**Work to be completed:** Omit all pictures, then print the entries exactly.

[Records excerpted from a collection]
+ + + + +

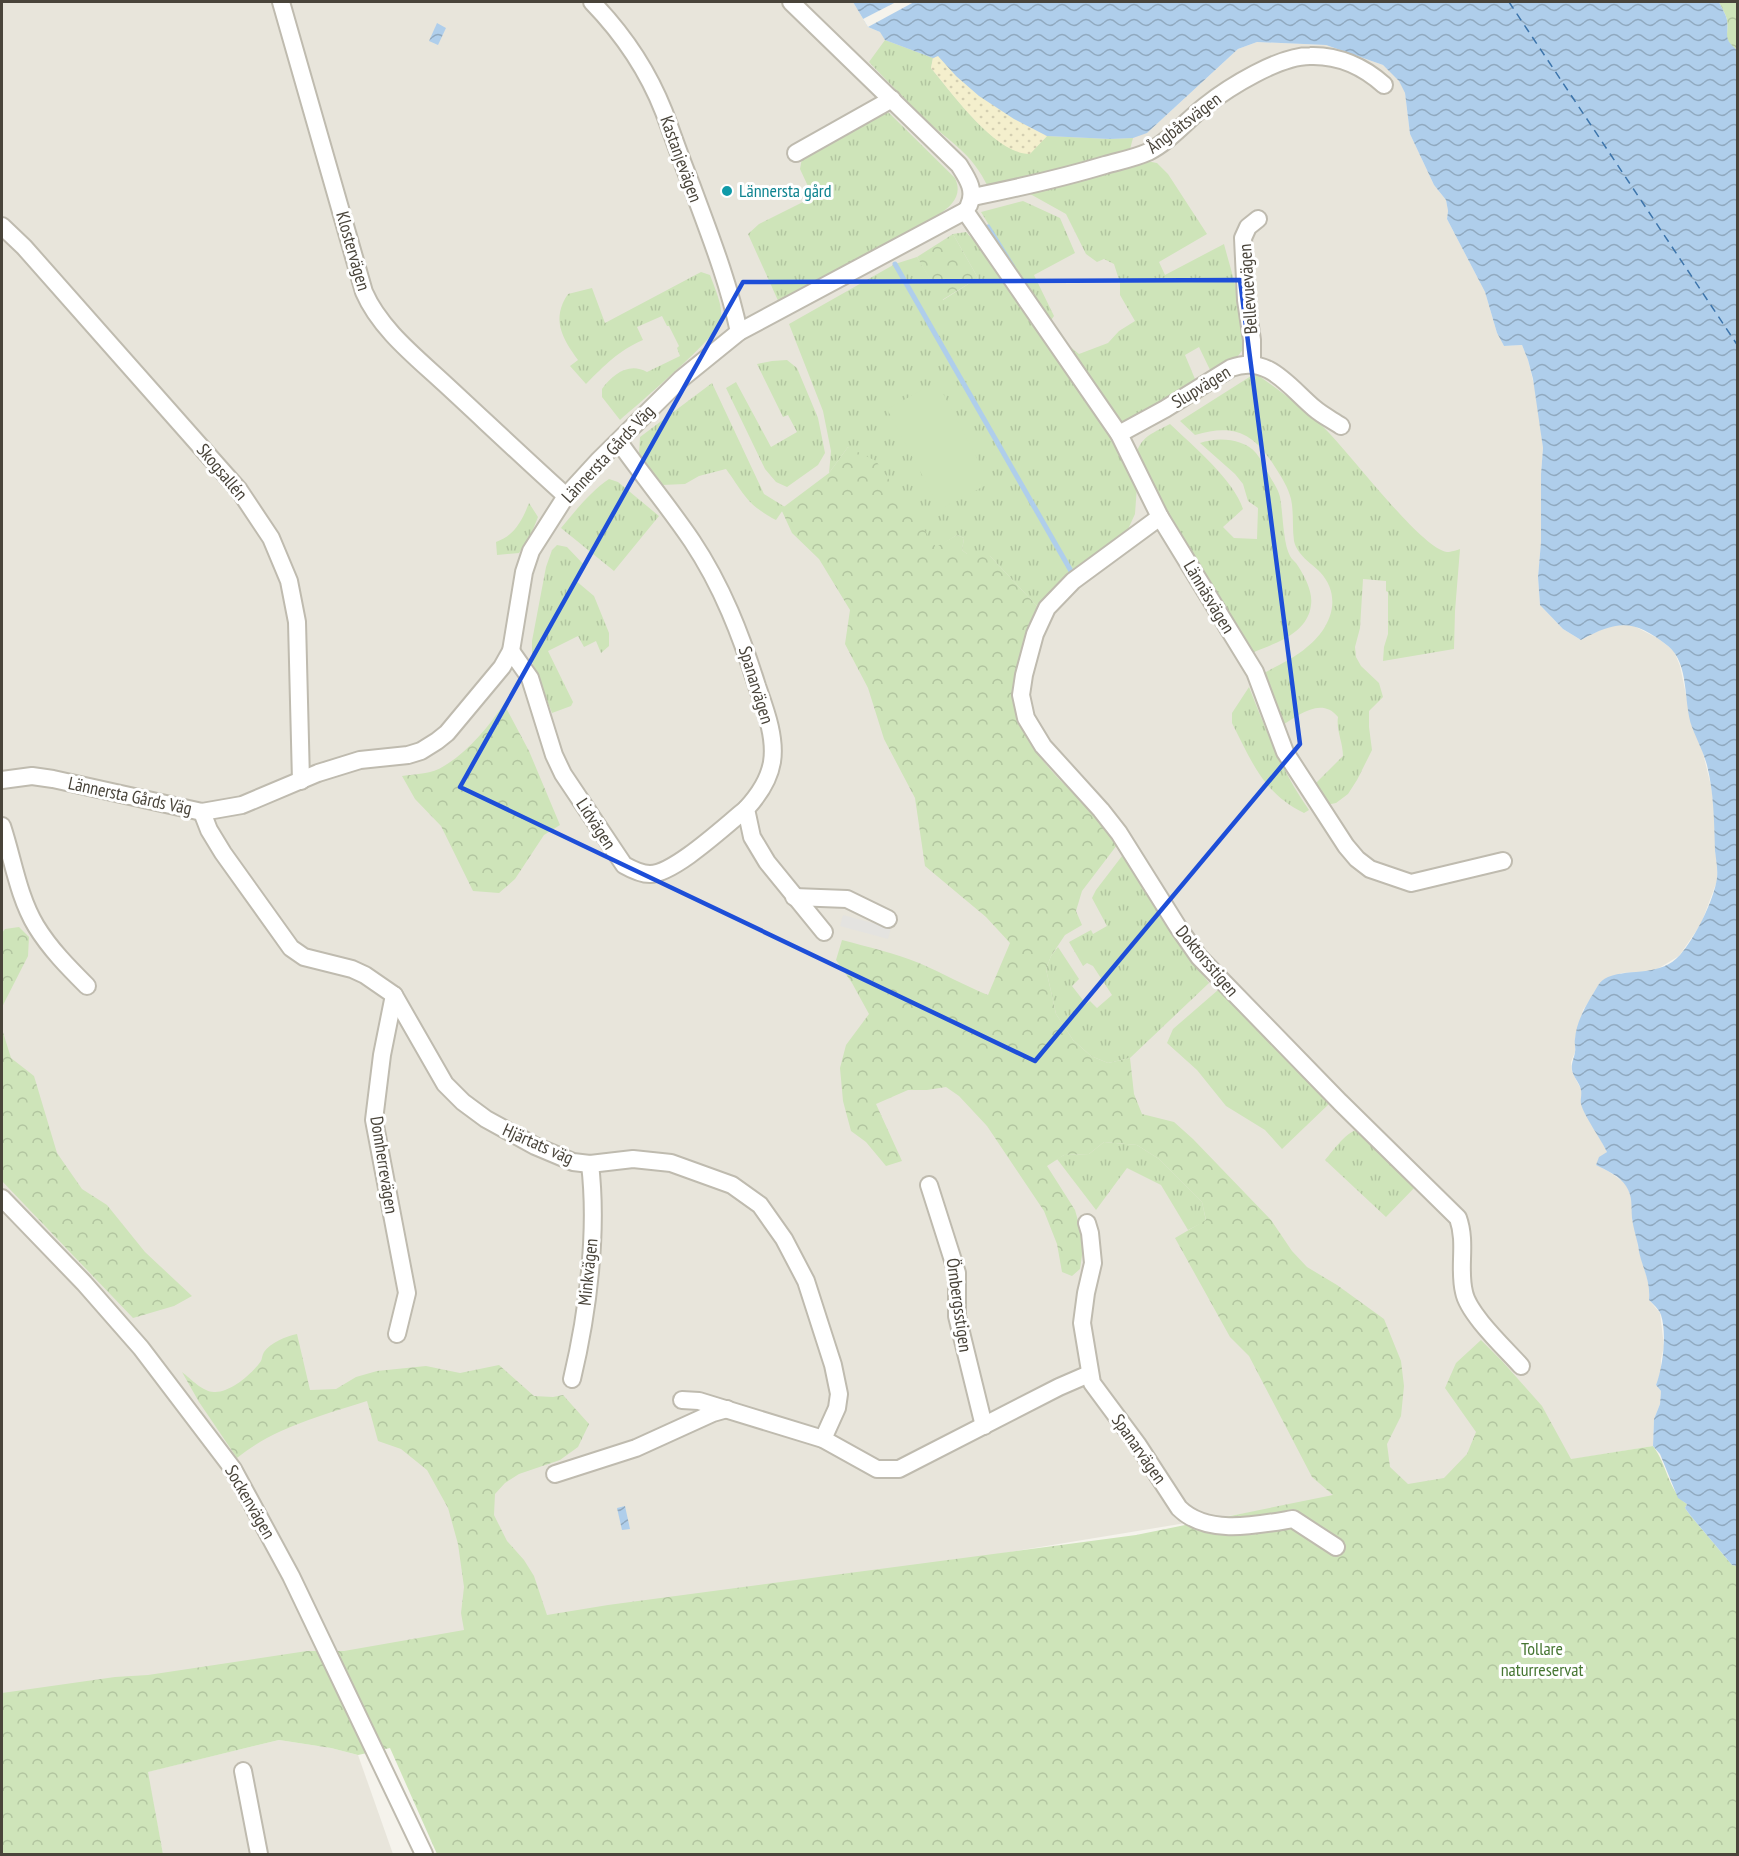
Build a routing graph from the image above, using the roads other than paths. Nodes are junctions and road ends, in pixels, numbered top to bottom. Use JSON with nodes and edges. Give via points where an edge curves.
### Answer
{"nodes":[{"id":1,"x":281,"y":2,"type":"edge"},
{"id":2,"x":592,"y":2,"type":"edge"},
{"id":3,"x":791,"y":2,"type":"edge"},
{"id":4,"x":1384,"y":85,"type":"dead end"},
{"id":5,"x":892,"y":99,"type":"junction"},
{"id":6,"x":796,"y":153,"type":"dead end"},
{"id":7,"x":969,"y":204,"type":"junction"},
{"id":8,"x":1258,"y":219,"type":"dead end"},
{"id":9,"x":2,"y":226,"type":"edge"},
{"id":10,"x":739,"y":332,"type":"junction"},
{"id":11,"x":1252,"y":364,"type":"junction"},
{"id":12,"x":1341,"y":426,"type":"dead end"},
{"id":13,"x":1119,"y":434,"type":"junction"},
{"id":14,"x":619,"y":442,"type":"junction"},
{"id":15,"x":566,"y":496,"type":"junction"},
{"id":16,"x":1161,"y":517,"type":"junction"},
{"id":17,"x":511,"y":651,"type":"junction"},
{"id":18,"x":2,"y":780,"type":"edge"},
{"id":19,"x":301,"y":781,"type":"junction"},
{"id":20,"x":746,"y":809,"type":"junction"},
{"id":21,"x":202,"y":812,"type":"junction"},
{"id":22,"x":2,"y":826,"type":"edge"},
{"id":23,"x":1503,"y":861,"type":"dead end"},
{"id":24,"x":794,"y":897,"type":"junction"},
{"id":25,"x":888,"y":919,"type":"dead end"},
{"id":26,"x":824,"y":932,"type":"dead end"},
{"id":27,"x":87,"y":986,"type":"dead end"},
{"id":28,"x":394,"y":995,"type":"junction"},
{"id":29,"x":590,"y":1164,"type":"junction"},
{"id":30,"x":929,"y":1185,"type":"dead end"},
{"id":31,"x":2,"y":1198,"type":"edge"},
{"id":32,"x":1087,"y":1223,"type":"dead end"},
{"id":33,"x":397,"y":1334,"type":"dead end"},
{"id":34,"x":1521,"y":1366,"type":"dead end"},
{"id":35,"x":1089,"y":1374,"type":"junction"},
{"id":36,"x":572,"y":1379,"type":"dead end"},
{"id":37,"x":682,"y":1400,"type":"dead end"},
{"id":38,"x":727,"y":1409,"type":"junction"},
{"id":39,"x":984,"y":1426,"type":"junction"},
{"id":40,"x":823,"y":1440,"type":"junction"},
{"id":41,"x":555,"y":1474,"type":"dead end"},
{"id":42,"x":1336,"y":1547,"type":"dead end"},
{"id":43,"x":243,"y":1771,"type":"dead end"},
{"id":44,"x":260,"y":1854,"type":"edge"},
{"id":45,"x":424,"y":1854,"type":"edge"}],
"edges":[{"from":1,"to":15,"type":"street","name":"Klostervägen","via":[[371,308],[416,356]]},
{"from":2,"to":10,"type":"street","name":"Kastanjevägen","via":[[636,57],[664,111],[722,267]]},
{"from":3,"to":5,"type":"street"},
{"from":4,"to":7,"type":"street","name":"Ångbåtsvägen","via":[[1369,71],[1347,63],[1326,57],[1296,58],[1228,89],[1147,152]]},
{"from":5,"to":6,"type":"street"},
{"from":5,"to":7,"type":"street","via":[[959,165],[970,186]]},
{"from":7,"to":10,"type":"street","name":"Lännersta Gårds Väg"},
{"from":7,"to":13,"type":"street","name":"Lännäsvägen"},
{"from":8,"to":11,"type":"street","name":"Bellevuevägen","via":[[1243,238]]},
{"from":9,"to":19,"type":"street","name":"Skogsallén","via":[[239,490],[271,538],[289,581],[297,622]]},
{"from":10,"to":14,"type":"street","name":"Lännersta Gårds Väg","via":[[681,378]]},
{"from":11,"to":12,"type":"street","name":"Slupvägen","via":[[1277,374]]},
{"from":11,"to":13,"type":"street","name":"Slupvägen","via":[[1231,368]]},
{"from":13,"to":16,"type":"street","name":"Lännäsvägen"},
{"from":14,"to":15,"type":"street","name":"Lännersta Gårds Väg"},
{"from":14,"to":20,"type":"street","name":"Spanarvägen","via":[[693,542],[743,643],[765,709],[773,751],[767,778]]},
{"from":15,"to":17,"type":"street","name":"Lännersta Gårds Väg","via":[[531,551]]},
{"from":16,"to":23,"type":"street","name":"Lännäsvägen","via":[[1255,672],[1285,752],[1357,859],[1370,869],[1411,883]]},
{"from":16,"to":34,"type":"street","name":"Doktorsstigen","via":[[1073,582],[1047,608],[1024,675],[1021,695],[1026,718],[1043,746],[1119,833],[1199,957],[1458,1218],[1467,1302]]},
{"from":17,"to":19,"type":"street","name":"Lännersta Gårds Väg","via":[[453,726],[421,751],[360,760]]},
{"from":17,"to":20,"type":"street","name":"Lidvägen","via":[[530,678],[563,774],[624,865],[650,874],[672,867]]},
{"from":18,"to":21,"type":"street","name":"Lännersta Gårds Väg","via":[[32,776],[53,779]]},
{"from":19,"to":21,"type":"street","name":"Lännersta Gårds Väg","via":[[242,806]]},
{"from":20,"to":24,"type":"street","via":[[752,837]]},
{"from":21,"to":28,"type":"street","name":"Hjärtats väg","via":[[223,853],[291,948],[304,957],[352,969]]},
{"from":22,"to":27,"type":"street","via":[[36,926]]},
{"from":24,"to":25,"type":"street","via":[[847,899]]},
{"from":24,"to":26,"type":"street"},
{"from":28,"to":29,"type":"street","name":"Hjärtats väg","via":[[445,1083],[463,1102],[535,1146],[573,1162]]},
{"from":28,"to":33,"type":"street","name":"Domherrevägen","via":[[374,1120],[407,1293]]},
{"from":29,"to":36,"type":"street","name":"Minkvägen","via":[[592,1235],[581,1343]]},
{"from":29,"to":40,"type":"street","name":"Hjärtats väg","via":[[633,1160],[671,1163],[732,1185],[760,1205],[806,1281],[833,1365],[839,1394]]},
{"from":30,"to":39,"type":"street","name":"Örnbergsstigen","via":[[957,1273],[957,1316]]},
{"from":31,"to":45,"type":"street","name":"Sockenvägen","via":[[141,1348],[233,1470],[291,1576]]},
{"from":32,"to":35,"type":"street","name":"Spanarvägen","via":[[1093,1263],[1082,1323]]},
{"from":35,"to":39,"type":"street"},
{"from":35,"to":42,"type":"street","name":"Spanarvägen","via":[[1186,1515],[1207,1524],[1244,1527],[1293,1519]]},
{"from":37,"to":38,"type":"street"},
{"from":38,"to":40,"type":"street"},
{"from":38,"to":41,"type":"street","via":[[636,1448]]},
{"from":39,"to":40,"type":"street","via":[[899,1469],[889,1470],[865,1464]]},
{"from":43,"to":44,"type":"street"}]}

+ + + + +

**Your solution:**
Build a routing graph from the image above, using the roads other than paths. Nodes are junctions and road ends, in pixels, numbered top to bottom. Use JSON with nodes and edges. Give via points where an edge curves.
### Answer
{"nodes":[{"id":1,"x":281,"y":2,"type":"edge"},
{"id":2,"x":592,"y":2,"type":"edge"},
{"id":3,"x":791,"y":2,"type":"edge"},
{"id":4,"x":1384,"y":85,"type":"dead end"},
{"id":5,"x":892,"y":99,"type":"junction"},
{"id":6,"x":796,"y":153,"type":"dead end"},
{"id":7,"x":969,"y":204,"type":"junction"},
{"id":8,"x":1258,"y":219,"type":"dead end"},
{"id":9,"x":2,"y":226,"type":"edge"},
{"id":10,"x":739,"y":332,"type":"junction"},
{"id":11,"x":1252,"y":364,"type":"junction"},
{"id":12,"x":1341,"y":426,"type":"dead end"},
{"id":13,"x":1119,"y":434,"type":"junction"},
{"id":14,"x":619,"y":442,"type":"junction"},
{"id":15,"x":566,"y":496,"type":"junction"},
{"id":16,"x":1161,"y":517,"type":"junction"},
{"id":17,"x":511,"y":651,"type":"junction"},
{"id":18,"x":2,"y":780,"type":"edge"},
{"id":19,"x":301,"y":781,"type":"junction"},
{"id":20,"x":746,"y":809,"type":"junction"},
{"id":21,"x":202,"y":812,"type":"junction"},
{"id":22,"x":2,"y":826,"type":"edge"},
{"id":23,"x":1503,"y":861,"type":"dead end"},
{"id":24,"x":794,"y":897,"type":"junction"},
{"id":25,"x":888,"y":919,"type":"dead end"},
{"id":26,"x":824,"y":932,"type":"dead end"},
{"id":27,"x":87,"y":986,"type":"dead end"},
{"id":28,"x":394,"y":995,"type":"junction"},
{"id":29,"x":590,"y":1164,"type":"junction"},
{"id":30,"x":929,"y":1185,"type":"dead end"},
{"id":31,"x":2,"y":1198,"type":"edge"},
{"id":32,"x":1087,"y":1223,"type":"dead end"},
{"id":33,"x":397,"y":1334,"type":"dead end"},
{"id":34,"x":1521,"y":1366,"type":"dead end"},
{"id":35,"x":1089,"y":1374,"type":"junction"},
{"id":36,"x":572,"y":1379,"type":"dead end"},
{"id":37,"x":682,"y":1400,"type":"dead end"},
{"id":38,"x":727,"y":1409,"type":"junction"},
{"id":39,"x":984,"y":1426,"type":"junction"},
{"id":40,"x":823,"y":1440,"type":"junction"},
{"id":41,"x":555,"y":1474,"type":"dead end"},
{"id":42,"x":1336,"y":1547,"type":"dead end"},
{"id":43,"x":243,"y":1771,"type":"dead end"},
{"id":44,"x":260,"y":1854,"type":"edge"},
{"id":45,"x":424,"y":1854,"type":"edge"}],
"edges":[{"from":1,"to":15,"type":"street","name":"Klostervägen","via":[[371,308],[416,356]]},
{"from":2,"to":10,"type":"street","name":"Kastanjevägen","via":[[636,57],[664,111],[722,267]]},
{"from":3,"to":5,"type":"street"},
{"from":4,"to":7,"type":"street","name":"Ångbåtsvägen","via":[[1369,71],[1347,63],[1326,57],[1296,58],[1228,89],[1147,152]]},
{"from":5,"to":6,"type":"street"},
{"from":5,"to":7,"type":"street","via":[[959,165],[970,186]]},
{"from":7,"to":10,"type":"street","name":"Lännersta Gårds Väg"},
{"from":7,"to":13,"type":"street","name":"Lännäsvägen"},
{"from":8,"to":11,"type":"street","name":"Bellevuevägen","via":[[1243,238]]},
{"from":9,"to":19,"type":"street","name":"Skogsallén","via":[[239,490],[271,538],[289,581],[297,622]]},
{"from":10,"to":14,"type":"street","name":"Lännersta Gårds Väg","via":[[681,378]]},
{"from":11,"to":12,"type":"street","name":"Slupvägen","via":[[1277,374]]},
{"from":11,"to":13,"type":"street","name":"Slupvägen","via":[[1231,368]]},
{"from":13,"to":16,"type":"street","name":"Lännäsvägen"},
{"from":14,"to":15,"type":"street","name":"Lännersta Gårds Väg"},
{"from":14,"to":20,"type":"street","name":"Spanarvägen","via":[[693,542],[743,643],[765,709],[773,751],[767,778]]},
{"from":15,"to":17,"type":"street","name":"Lännersta Gårds Väg","via":[[531,551]]},
{"from":16,"to":23,"type":"street","name":"Lännäsvägen","via":[[1255,672],[1285,752],[1357,859],[1370,869],[1411,883]]},
{"from":16,"to":34,"type":"street","name":"Doktorsstigen","via":[[1073,582],[1047,608],[1024,675],[1021,695],[1026,718],[1043,746],[1119,833],[1199,957],[1458,1218],[1467,1302]]},
{"from":17,"to":19,"type":"street","name":"Lännersta Gårds Väg","via":[[453,726],[421,751],[360,760]]},
{"from":17,"to":20,"type":"street","name":"Lidvägen","via":[[530,678],[563,774],[624,865],[650,874],[672,867]]},
{"from":18,"to":21,"type":"street","name":"Lännersta Gårds Väg","via":[[32,776],[53,779]]},
{"from":19,"to":21,"type":"street","name":"Lännersta Gårds Väg","via":[[242,806]]},
{"from":20,"to":24,"type":"street","via":[[752,837]]},
{"from":21,"to":28,"type":"street","name":"Hjärtats väg","via":[[223,853],[291,948],[304,957],[352,969]]},
{"from":22,"to":27,"type":"street","via":[[36,926]]},
{"from":24,"to":25,"type":"street","via":[[847,899]]},
{"from":24,"to":26,"type":"street"},
{"from":28,"to":29,"type":"street","name":"Hjärtats väg","via":[[445,1083],[463,1102],[535,1146],[573,1162]]},
{"from":28,"to":33,"type":"street","name":"Domherrevägen","via":[[374,1120],[407,1293]]},
{"from":29,"to":36,"type":"street","name":"Minkvägen","via":[[592,1235],[581,1343]]},
{"from":29,"to":40,"type":"street","name":"Hjärtats väg","via":[[633,1160],[671,1163],[732,1185],[760,1205],[806,1281],[833,1365],[839,1394]]},
{"from":30,"to":39,"type":"street","name":"Örnbergsstigen","via":[[957,1273],[957,1316]]},
{"from":31,"to":45,"type":"street","name":"Sockenvägen","via":[[141,1348],[233,1470],[291,1576]]},
{"from":32,"to":35,"type":"street","name":"Spanarvägen","via":[[1093,1263],[1082,1323]]},
{"from":35,"to":39,"type":"street"},
{"from":35,"to":42,"type":"street","name":"Spanarvägen","via":[[1186,1515],[1207,1524],[1244,1527],[1293,1519]]},
{"from":37,"to":38,"type":"street"},
{"from":38,"to":40,"type":"street"},
{"from":38,"to":41,"type":"street","via":[[636,1448]]},
{"from":39,"to":40,"type":"street","via":[[899,1469],[889,1470],[865,1464]]},
{"from":43,"to":44,"type":"street"}]}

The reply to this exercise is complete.